• **Collected data entries**:
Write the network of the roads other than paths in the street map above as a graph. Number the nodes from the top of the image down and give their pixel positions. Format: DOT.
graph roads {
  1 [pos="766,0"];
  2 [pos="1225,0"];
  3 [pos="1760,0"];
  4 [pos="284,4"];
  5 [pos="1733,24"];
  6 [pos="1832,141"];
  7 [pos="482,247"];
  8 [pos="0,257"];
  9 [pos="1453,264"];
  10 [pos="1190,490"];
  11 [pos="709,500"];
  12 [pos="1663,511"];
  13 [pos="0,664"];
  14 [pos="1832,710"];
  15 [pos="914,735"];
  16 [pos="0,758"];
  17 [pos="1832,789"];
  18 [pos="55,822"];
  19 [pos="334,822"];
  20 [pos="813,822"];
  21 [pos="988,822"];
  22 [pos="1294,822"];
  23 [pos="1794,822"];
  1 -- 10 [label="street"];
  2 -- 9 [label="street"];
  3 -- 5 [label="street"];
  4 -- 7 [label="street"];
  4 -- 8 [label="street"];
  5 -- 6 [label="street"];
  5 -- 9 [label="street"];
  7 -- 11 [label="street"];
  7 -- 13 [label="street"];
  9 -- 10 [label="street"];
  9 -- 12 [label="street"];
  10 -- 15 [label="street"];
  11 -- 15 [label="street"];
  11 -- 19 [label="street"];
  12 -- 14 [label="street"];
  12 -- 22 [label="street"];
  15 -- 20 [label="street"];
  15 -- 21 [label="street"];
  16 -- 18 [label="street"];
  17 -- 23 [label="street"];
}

• **WHAT IS EXPECTED**:
When the word "graph" shows up in a line of the entries, pull that line out.

• **TASK SOLUTION**:
Write the network of the roads other than paths in the street map above as a graph. Number the nodes from the top of the image down and give their pixel positions. Format: DOT.
graph roads {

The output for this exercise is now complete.